Hello. I was surprised to see someone post this so long after I wrote it.

We had several design discussions about this at the time but we struggled to come to an agreement about how we might migrate and various other issues. Tycho and I were the only people pushing for this and it wasn't clear how much other interest there is -- stargz is being pushed as a (pretty clever) attempt to hack around the tar issue by continuing to use tar but structuring it such that you can do random-access (among other things).

I haven't had much time for blogging recently. I did have a draft part 2 written but I decided it might make more sense to have some consensus on where we might go before publishing it -- at this point though, neither have happened so maybe I should've published the blog post regardless (though in fairness I was still writing prototypes so publishing something might've been a bit premature).

The general thesis would've been that we can basically design everything in a similar way to restic (content-defined-chunking and a snapshot-style system where the granularity of the filesystem data is much smaller than the layer level -- allowing for massively increased deduplication and eliminating the vast majority of issues with the layer-based model we have now).

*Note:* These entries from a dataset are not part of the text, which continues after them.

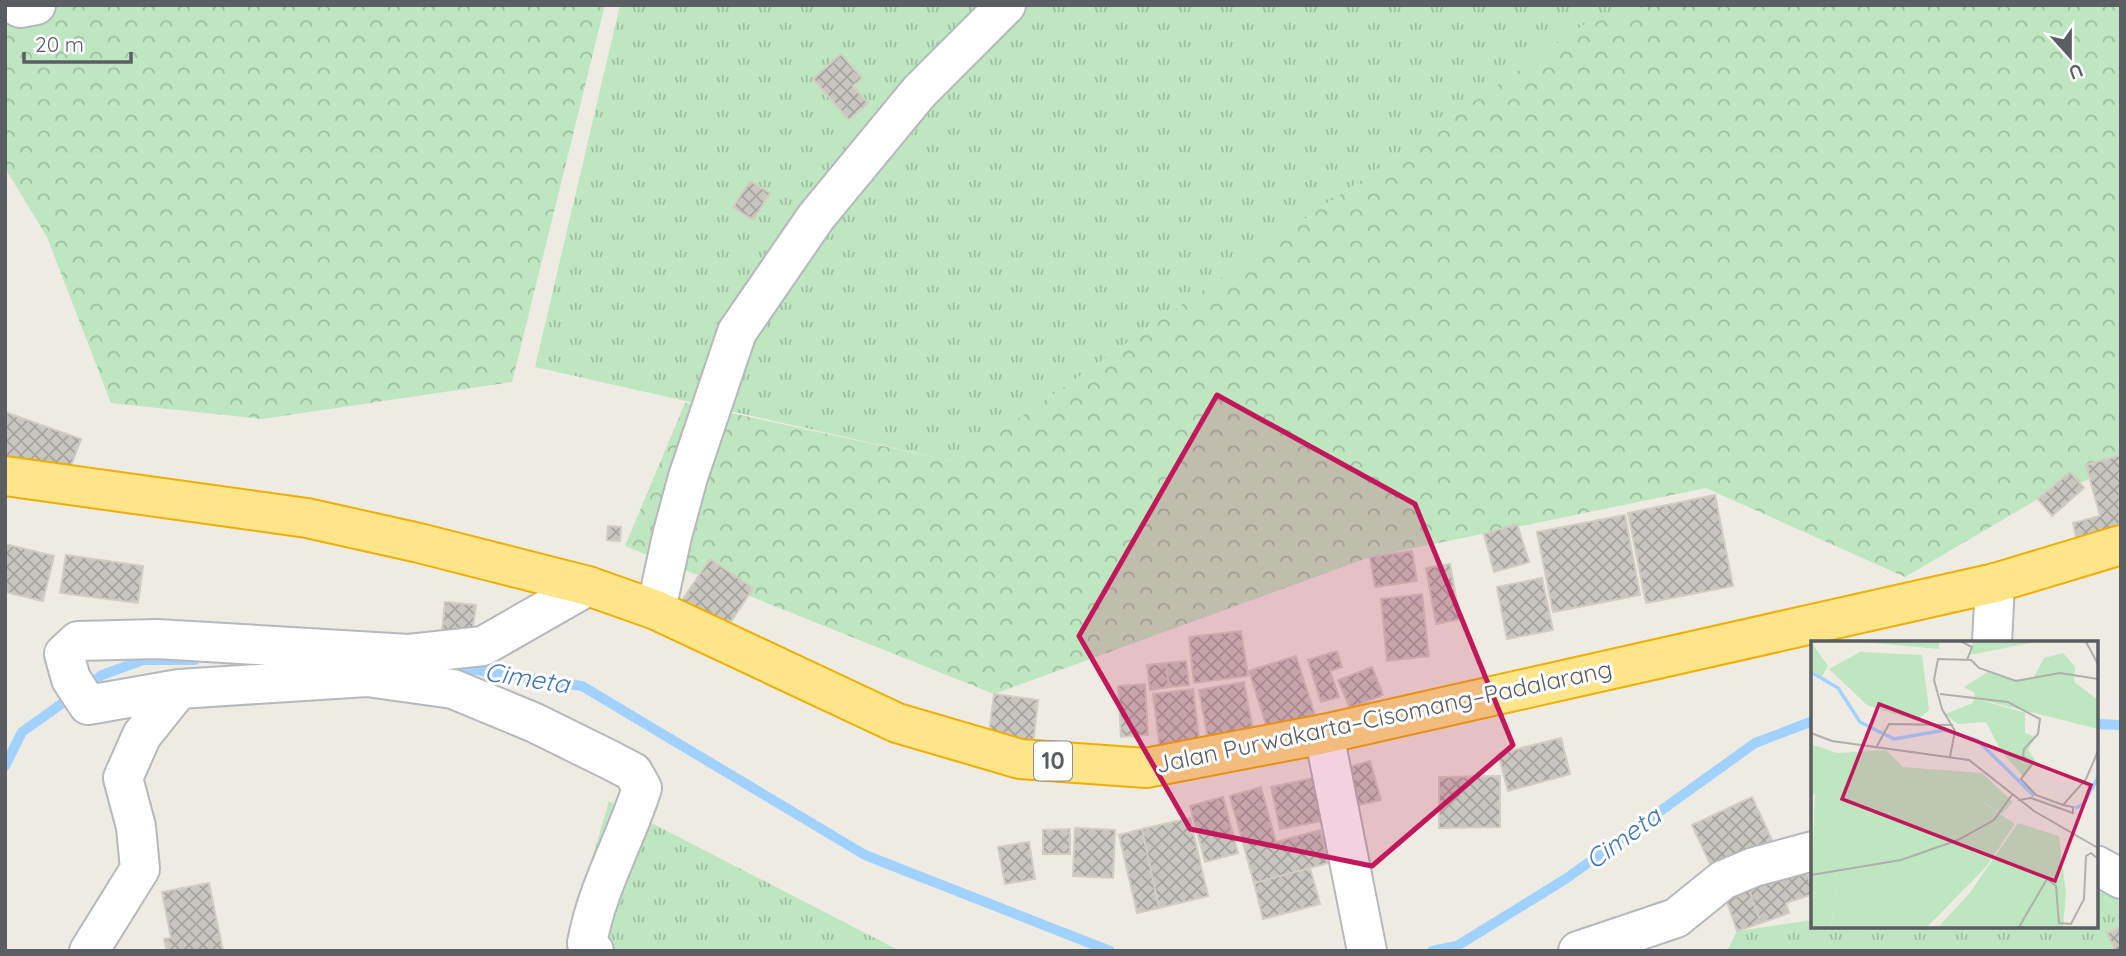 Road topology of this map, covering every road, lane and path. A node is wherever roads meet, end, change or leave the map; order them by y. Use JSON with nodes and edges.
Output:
{"nodes":[{"id":1,"x":15,"y":5,"type":"edge"},
{"id":2,"x":36,"y":5,"type":"edge"},
{"id":3,"x":1006,"y":5,"type":"edge"},
{"id":4,"x":5,"y":476,"type":"edge"},
{"id":5,"x":2121,"y":545,"type":"edge"},
{"id":6,"x":1995,"y":583,"type":"junction"},
{"id":7,"x":588,"y":586,"type":"junction"},
{"id":8,"x":656,"y":610,"type":"junction"},
{"id":9,"x":1992,"y":641,"type":"edge"},
{"id":10,"x":179,"y":689,"type":"junction"},
{"id":11,"x":1324,"y":734,"type":"junction"},
{"id":12,"x":1811,"y":852,"type":"edge"},
{"id":13,"x":2098,"y":866,"type":"edge"},
{"id":14,"x":2121,"y":879,"type":"edge"},
{"id":15,"x":1364,"y":934,"type":"edge"},
{"id":16,"x":89,"y":951,"type":"edge"},
{"id":17,"x":594,"y":951,"type":"edge"},
{"id":18,"x":1578,"y":951,"type":"edge"}],
"edges":[{"from":1,"to":2,"type":"street"},
{"from":3,"to":8,"type":"street"},
{"from":4,"to":7,"type":"highway","name":"Jalan Purwakarta–Cisomang–Padalarang","number":"10"},
{"from":5,"to":6,"type":"highway","name":"Jalan Purwakarta–Cisomang–Padalarang","number":"10"},
{"from":6,"to":9,"type":"street"},
{"from":6,"to":11,"type":"highway","name":"Jalan Purwakarta–Cisomang–Padalarang","number":"10"},
{"from":7,"to":8,"type":"highway","name":"Jalan Purwakarta–Cisomang–Padalarang","number":"10"},
{"from":7,"to":10,"type":"street"},
{"from":8,"to":11,"type":"highway","name":"Jalan Purwakarta–Cisomang–Padalarang","number":"10"},
{"from":10,"to":16,"type":"street"},
{"from":10,"to":17,"type":"street"},
{"from":11,"to":15,"type":"street"},
{"from":12,"to":18,"type":"street"},
{"from":13,"to":14,"type":"street"}]}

However after looking into it more, there are several other things we should rethink (device inodes for instance -- which would require rethinking how systems like Kubernetes express their requirements from an image). Also there's a fair argument that we should move compression entirely to distribution (and use decompressed data in the image format), but such a change would possibly require even more discussions with them to make sure that wouldn't be too burdensome.

Also feel free to call me Aleksa lol.

pid-1 · on Feb 2, 2022

Since I learned that OCI images are pretty much archives with metadata, I've been thinking about applying that to other stuff.

Like, it would be cool to have all my python virtualenvs saved in bundles so they could be reused by other others, without all the container bloat.

ecnahc515 · on Feb 2, 2022

OCI is starting to be used for more non-container things like your describing actually. One example I'm aware of is the Helm tool in Kubernetes, which has support for using OCI as a method of storing/transporting helm charts (which are effectively just tarballs of Go templates/yaml). I

I think your challenge for virtualenvs would be that virtualenvs generally are not relocatable, as they hardcode absolute paths within the generated scripts (eg: venv/bin/activate`).

tyingq · on Feb 2, 2022

Sounds like a Java jar/war file...

nonameiguess · on Feb 2, 2022

And apk, deb, rpm, whl, msi. Virtually all packaging formats come down to "archive plus metadata."

tyingq · on Feb 2, 2022

Yes, though narrowed down to "packaging for a python virtual environment" draws closer to jar/war.

dang · on Feb 2, 2022

Discussed at the time:

Road to OCIv2 Images: What's Wrong with Tar? - https://news.ycombinator.com/item?id=18965881 - Jan 2019 (33 comments)

nhoughto · on Feb 3, 2022

Squashfs instead! There was another post about this recently, replace tar with squashfs solves a bunch of problems. Is arguably harder to create and had a smaller ecosystem than tar, but capability wise it would be great.

justinludwig · on Feb 2, 2022

The original title, "The Road to OCIv2 Images: What's Wrong with Tar?", is a lot better IMHO. Otherwise, a great history lesson on the tar format, and why it's not a great fit for OCI images.

Kim_Bruning · on Feb 2, 2022

Also a bit mean! The original author explicitly considered and rejected the "x considered harmful" title.